Roland agita dédaigneusement la main, signifiant que Brian n'avait pas à se préoccuper de lui :
– « Lui ? Un noble? Peut-être que pour vous, il est né d'une branche de la famille Elk, de sorte que votre statut vous semble aussi éloigné du sien que le ciel de la terre. Cependant, c'est un fait qu'il n'a ni titre, ni terre. En conséquence, il ne peut tout simplement pas être considéré comme noble. En outre, même s'il l'était, mener une invasion dans la résidence temporelle du prince et tenter de brûler les stocks alimentaires, ignorant le sort des deux mille habitants de Border Town, le rend suffisamment coupable. Si l'on réunit ces trois péchés, il n'est pas possible qu'il soit pardonné. »
Roland avait un peu hésité avant d'ordonner la mort de Tyre, mais le Balafré appartenait à la catégorie des cas totalement inexcusables. S'il avait réussi, tous les plans d'avenir du prince pour Border Town auraient été anéantis, et il n'aurait plus aucune chance de retourner la situation en sa faveur. Cet acte était encore plus odieux qu'une tentative directe d'assassinat.
Que cet acte puisse contrarier la Forteresse de Longsong ? Il s'en fichait! Puisque l'autre parti ne voulait pas coopérer avec lui, il était évident qu'il ne se compromettrait pas avec eux. Ils avaient tenté des coups bas en vue de piéger toute la population de Border Town.
En même temps, cet incident était une leçon pour Roland: la lutte politique de ce monde était différente de ce qu'il en connaissait dans le monde d'où il venait. Tandis que dans ce dernier on mettait l'accent sur la « concurrence sous la table », ici, on était plus enclin à mettre la table de côté et à utiliser des méthodes beaucoup plus sanglantes.
– « Reposez-vous bien. Vous avez perdu trop de forces, ne quittez pas le château. Je me suis arrangé pour vous faire remplacer dans vos fonctions. Lorsque les Mois des Démons seront terminés, je procèderai à votre adoubement. »

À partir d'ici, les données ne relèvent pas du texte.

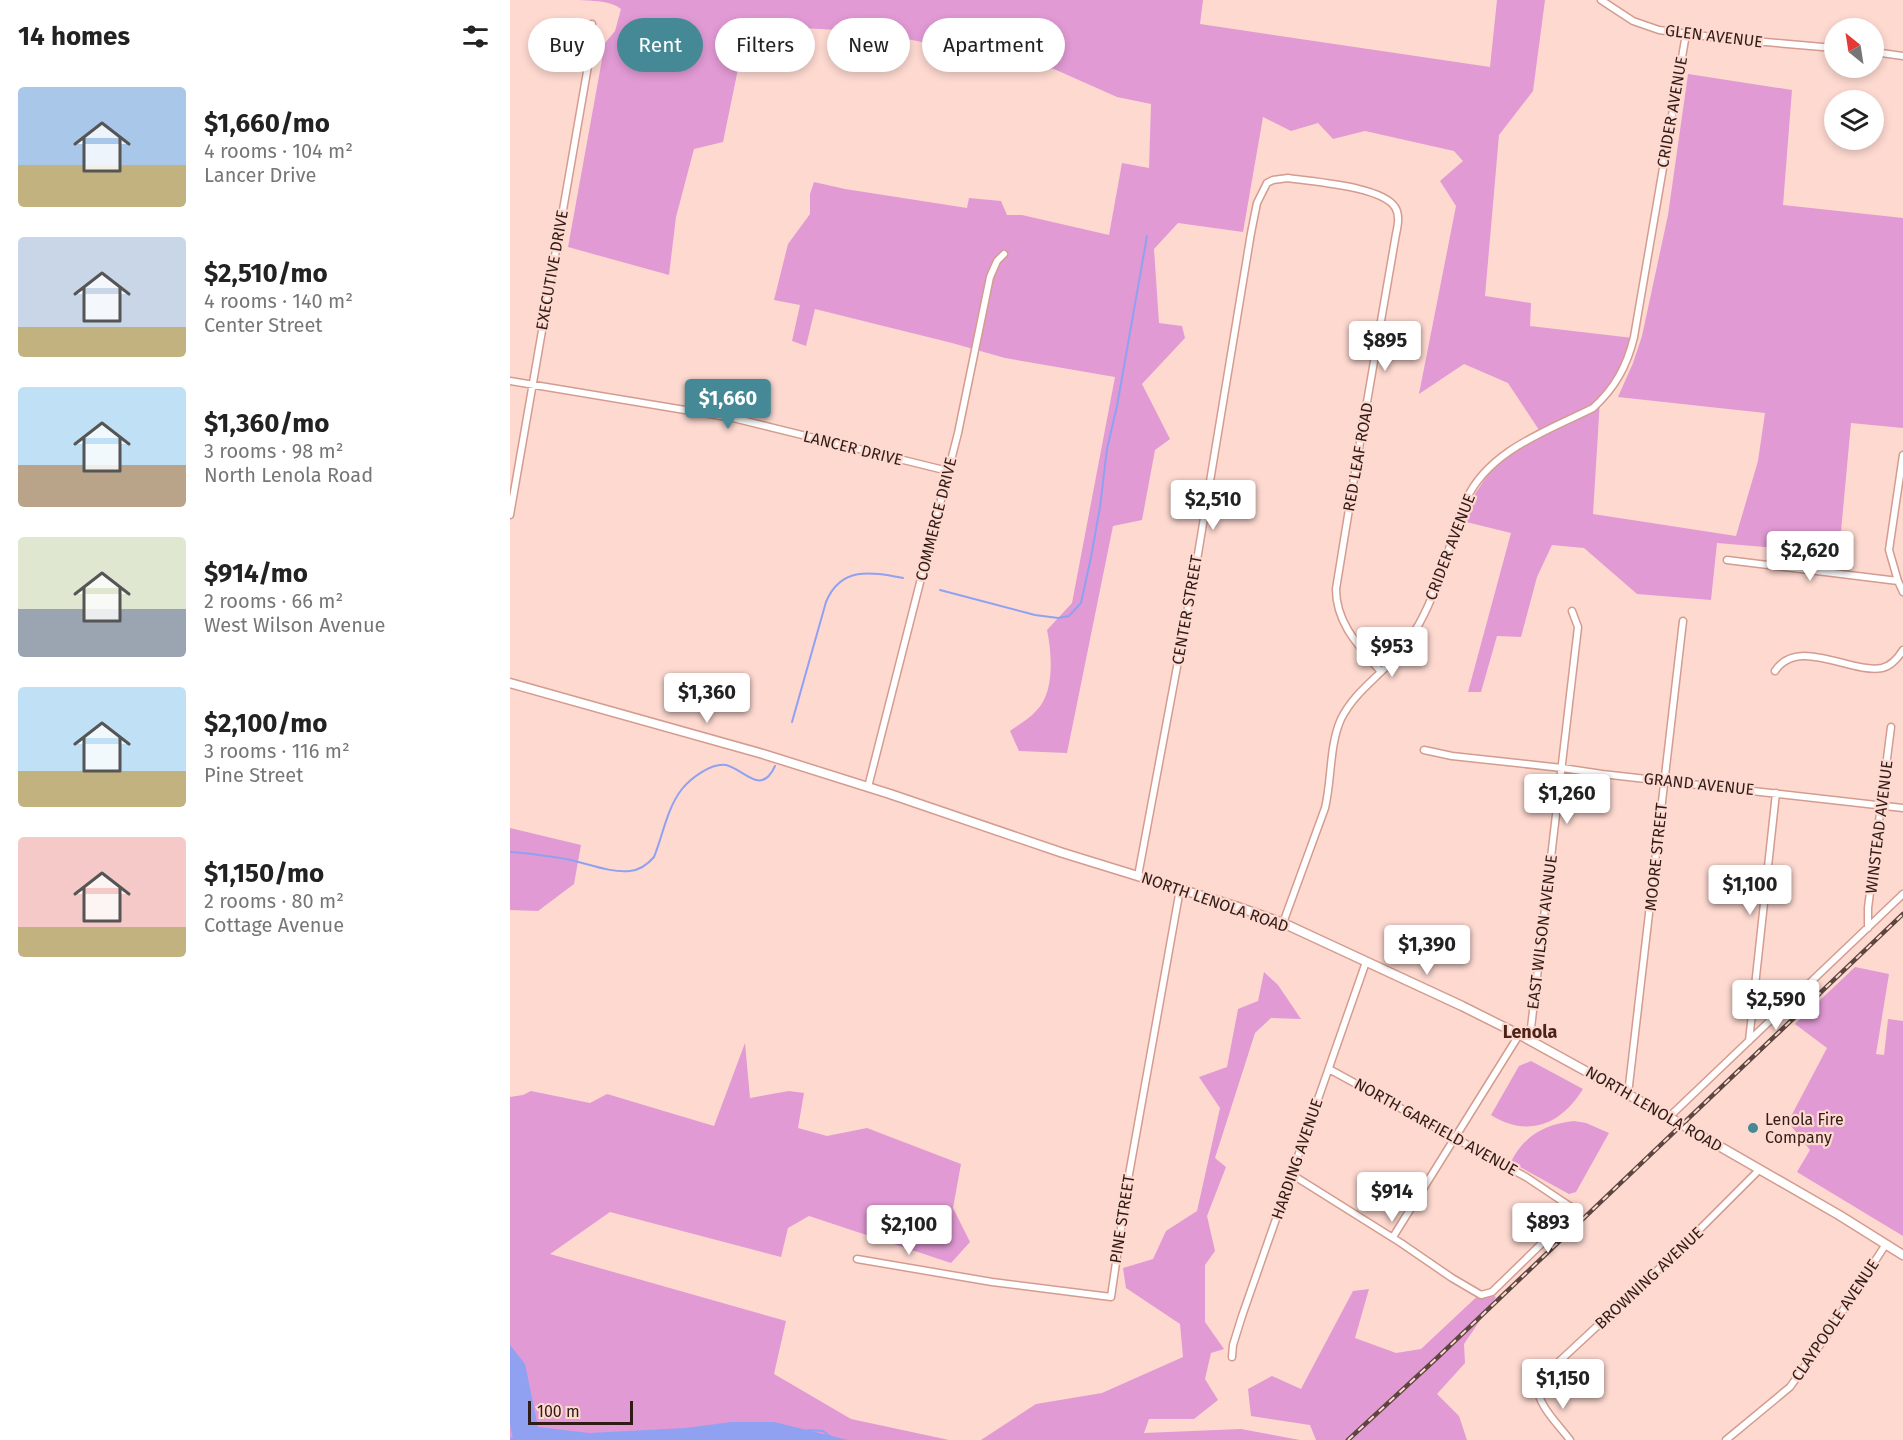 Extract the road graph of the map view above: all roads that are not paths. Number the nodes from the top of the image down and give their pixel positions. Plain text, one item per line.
1 (1601, 0) edge
2 (1686, 34) junction
3 (1824, 47) edge
4 (1884, 53) edge
5 (1903, 56) edge
6 (587, 72) edge
7 (1280, 179) joint
8 (1004, 254) dead end
9 (510, 381) edge
10 (532, 384) junction
11 (1903, 454) edge
12 (948, 471) junction
13 (510, 515) edge
14 (1727, 560) dead end
15 (1898, 581) junction
16 (1903, 592) edge
17 (1572, 611) dead end
18 (1683, 621) dead end
19 (1903, 650) edge
20 (1775, 671) dead end
21 (1381, 672) junction
22 (510, 683) edge
23 (1892, 727) dead end
24 (1424, 750) dead end
25 (1562, 768) junction
26 (1664, 780) junction
27 (868, 787) junction
28 (1776, 793) junction
29 (1881, 805) junction
30 (1903, 808) edge
31 (1138, 876) junction
32 (1180, 889) junction
33 (1903, 894) edge
34 (1283, 923) junction
35 (1868, 928) junction
36 (1366, 962) junction
37 (1523, 1037) junction
38 (1749, 1041) junction
39 (1329, 1069) junction
40 (1628, 1094) junction
41 (1669, 1117) junction
42 (1453, 1138) junction
43 (1760, 1170) junction
44 (1291, 1174) junction
45 (1393, 1237) junction
46 (1886, 1244) junction
47 (1903, 1255) edge
48 (857, 1259) dead end
49 (1232, 1357) dead end
50 (1570, 1440) edge
51 (1726, 1440) edge

1 - 2 street, GLEN AVENUE
2 - 3 street, GLEN AVENUE
2 - 21 street, CRIDER AVENUE
4 - 5 street
6 - 10 street, EXECUTIVE DRIVE
7 - 21 street, RED LEAF ROAD
7 - 31 street, CENTER STREET
8 - 12 street, COMMERCE DRIVE
9 - 10 street, LANCER DRIVE
10 - 12 street, LANCER DRIVE
10 - 13 street, EXECUTIVE DRIVE
11 - 15 street
12 - 27 street, COMMERCE DRIVE
14 - 15 street
15 - 16 street
17 - 25 street, EAST WILSON AVENUE
18 - 26 street, MOORE STREET
19 - 20 street
21 - 34 street, CRIDER AVENUE
22 - 27 main road, NORTH LENOLA ROAD
23 - 29 street, WINSTEAD AVENUE
24 - 25 street, GRAND AVENUE
25 - 26 street, GRAND AVENUE
25 - 37 street, EAST WILSON AVENUE
26 - 28 street, GRAND AVENUE
26 - 40 street, MOORE STREET
27 - 31 main road, NORTH LENOLA ROAD
28 - 29 street, GRAND AVENUE
28 - 38 street
29 - 30 street, GRAND AVENUE
29 - 35 street, WINSTEAD AVENUE
31 - 32 main road, NORTH LENOLA ROAD
32 - 34 main road, NORTH LENOLA ROAD
32 - 48 street, PINE STREET
33 - 35 street
34 - 36 main road, NORTH LENOLA ROAD
35 - 38 street
36 - 37 main road, NORTH LENOLA ROAD
36 - 39 street, HARDING AVENUE
37 - 40 main road, NORTH LENOLA ROAD
37 - 42 street
38 - 41 street
39 - 42 street, NORTH GARFIELD AVENUE
39 - 44 street, HARDING AVENUE
40 - 41 main road, NORTH LENOLA ROAD
41 - 43 main road, NORTH LENOLA ROAD
42 - 45 street
42 - 45 street, NORTH GARFIELD AVENUE
43 - 46 main road, NORTH LENOLA ROAD
43 - 50 street, BROWNING AVENUE
44 - 45 street
44 - 49 street, HARDING AVENUE
46 - 47 main road, NORTH LENOLA ROAD
46 - 51 street, CLAYPOOLE AVENUE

En entendant ces derniers mots, Brian regarda le prince avec incrédulité:
– « Votre Altesse… Vous voulez dire … »
– « Oui, vous allez devenir l'un de mes Chevaliers, monsieur Brian! », répondit Roland avec un sourire.
– « En garde…Poignardez! »
Van'er poignarda un mannequin de bois avec une pique. De chaque côté de lui, les membres de son équipe l'imitaient, avec la même force et approximativement sous le même angle.

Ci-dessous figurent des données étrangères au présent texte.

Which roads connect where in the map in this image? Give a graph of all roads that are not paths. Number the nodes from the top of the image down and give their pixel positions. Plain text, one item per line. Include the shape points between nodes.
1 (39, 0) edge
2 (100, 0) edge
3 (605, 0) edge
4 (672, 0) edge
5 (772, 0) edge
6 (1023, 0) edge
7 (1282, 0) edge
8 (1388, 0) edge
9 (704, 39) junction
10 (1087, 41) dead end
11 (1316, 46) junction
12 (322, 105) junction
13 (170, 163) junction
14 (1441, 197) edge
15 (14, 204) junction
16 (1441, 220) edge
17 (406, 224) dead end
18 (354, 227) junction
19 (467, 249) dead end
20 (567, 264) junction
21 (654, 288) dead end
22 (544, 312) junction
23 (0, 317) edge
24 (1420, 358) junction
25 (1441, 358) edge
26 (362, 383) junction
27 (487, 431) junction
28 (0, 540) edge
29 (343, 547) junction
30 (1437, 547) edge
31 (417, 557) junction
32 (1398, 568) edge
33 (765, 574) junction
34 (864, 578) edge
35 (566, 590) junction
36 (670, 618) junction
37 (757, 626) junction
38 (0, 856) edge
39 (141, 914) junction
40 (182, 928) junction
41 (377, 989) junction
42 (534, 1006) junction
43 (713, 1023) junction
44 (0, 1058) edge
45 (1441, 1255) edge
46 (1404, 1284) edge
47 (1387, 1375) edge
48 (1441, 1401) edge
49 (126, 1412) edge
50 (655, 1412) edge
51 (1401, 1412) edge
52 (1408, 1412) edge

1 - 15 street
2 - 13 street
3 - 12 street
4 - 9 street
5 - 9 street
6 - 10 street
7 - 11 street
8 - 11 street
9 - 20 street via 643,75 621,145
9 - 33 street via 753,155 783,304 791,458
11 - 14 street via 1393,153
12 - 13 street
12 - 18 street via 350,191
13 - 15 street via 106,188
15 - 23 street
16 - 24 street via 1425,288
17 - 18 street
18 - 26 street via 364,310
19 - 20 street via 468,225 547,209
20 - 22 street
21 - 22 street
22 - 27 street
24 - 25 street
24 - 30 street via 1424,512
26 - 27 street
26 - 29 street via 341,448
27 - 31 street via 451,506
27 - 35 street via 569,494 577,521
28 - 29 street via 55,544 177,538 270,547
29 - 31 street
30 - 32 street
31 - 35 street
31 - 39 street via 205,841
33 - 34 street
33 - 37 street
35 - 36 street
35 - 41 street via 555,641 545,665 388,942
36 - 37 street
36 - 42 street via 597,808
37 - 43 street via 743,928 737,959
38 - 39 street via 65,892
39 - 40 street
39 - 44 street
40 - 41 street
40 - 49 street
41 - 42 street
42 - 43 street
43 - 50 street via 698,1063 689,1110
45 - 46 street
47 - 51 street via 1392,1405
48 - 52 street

Il en était à son centième coup.
L'homme ressentait des picotements dans ses bras et pensait qu'il ne survivrait jamais à cette formation. En dépit du fait qu'il avait eu cette pensée dès la cinquantième frappe, Van'er avait continué à souffrir.
Après une semaine de conditionnement, il avait acquis le réflexe naturel d'obéir à chaque ordre donné et, en toute franchise, était le plus surpris de ce qu'il parvenait à supporter.
– « Repos! »
Lorsqu'enfin Hache-de-Fer cria ce commandement, Van'er entendit des soupirs de soulagement partout autour de lui. Il soupira lui aussi, puis il posa la pique et s'assit sur le sol. Il se rendait compte que leur milice n'était pas chargée de délivrer des messages aux gardes ou aux chevaliers. Après une semaine d'une curieuse formation, celle-ci s'orientait à présent sur le combat. Par exemple, debout sur le mur de la ville, ils lançaient leurs piques selon les ordres du capitaine. Bien que ces piques aient été remplacés par des bâtons, n'importe qui pouvait imaginer leur rôle futur.

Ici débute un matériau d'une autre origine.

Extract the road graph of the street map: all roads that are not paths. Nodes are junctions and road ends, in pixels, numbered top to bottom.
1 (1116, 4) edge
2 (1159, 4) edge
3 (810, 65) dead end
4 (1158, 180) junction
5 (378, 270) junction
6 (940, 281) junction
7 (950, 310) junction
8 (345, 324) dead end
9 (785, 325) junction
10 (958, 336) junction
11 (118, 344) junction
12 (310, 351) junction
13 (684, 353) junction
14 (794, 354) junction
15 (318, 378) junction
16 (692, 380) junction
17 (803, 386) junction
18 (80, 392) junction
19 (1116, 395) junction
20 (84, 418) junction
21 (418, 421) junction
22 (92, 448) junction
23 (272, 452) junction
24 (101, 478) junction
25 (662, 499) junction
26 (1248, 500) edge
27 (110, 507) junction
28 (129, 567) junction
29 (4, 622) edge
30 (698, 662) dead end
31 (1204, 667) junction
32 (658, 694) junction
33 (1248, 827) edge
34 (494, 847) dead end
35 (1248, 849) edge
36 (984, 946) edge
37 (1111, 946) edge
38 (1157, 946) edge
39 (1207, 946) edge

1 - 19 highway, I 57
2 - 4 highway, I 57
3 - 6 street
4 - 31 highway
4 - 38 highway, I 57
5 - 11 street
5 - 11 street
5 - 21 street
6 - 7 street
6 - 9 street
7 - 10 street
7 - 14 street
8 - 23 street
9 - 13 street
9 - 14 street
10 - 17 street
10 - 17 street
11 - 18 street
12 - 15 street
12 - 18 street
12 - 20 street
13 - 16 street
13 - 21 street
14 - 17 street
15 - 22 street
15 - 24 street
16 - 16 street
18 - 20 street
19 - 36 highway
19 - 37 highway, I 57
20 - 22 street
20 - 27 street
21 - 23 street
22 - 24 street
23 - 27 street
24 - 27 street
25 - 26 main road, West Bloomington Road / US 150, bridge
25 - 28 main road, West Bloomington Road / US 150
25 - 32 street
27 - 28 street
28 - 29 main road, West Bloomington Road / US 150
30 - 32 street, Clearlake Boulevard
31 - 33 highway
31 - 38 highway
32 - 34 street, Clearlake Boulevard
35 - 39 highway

Une équipe logistique ne ferait jamais de tels exercices, ce qui signifiait qu'ils auraient à affronter les bêtes maléfiques depuis le mur.
A cette pensée, Van'er eut peur. Il avait bien pensé s'enfuir discrètement, mais sans savoir pourquoi, en voyant ses coéquipiers autour de lui avec la pensée de trois repas par jour et un bon salaire, il finit par changer d'avis.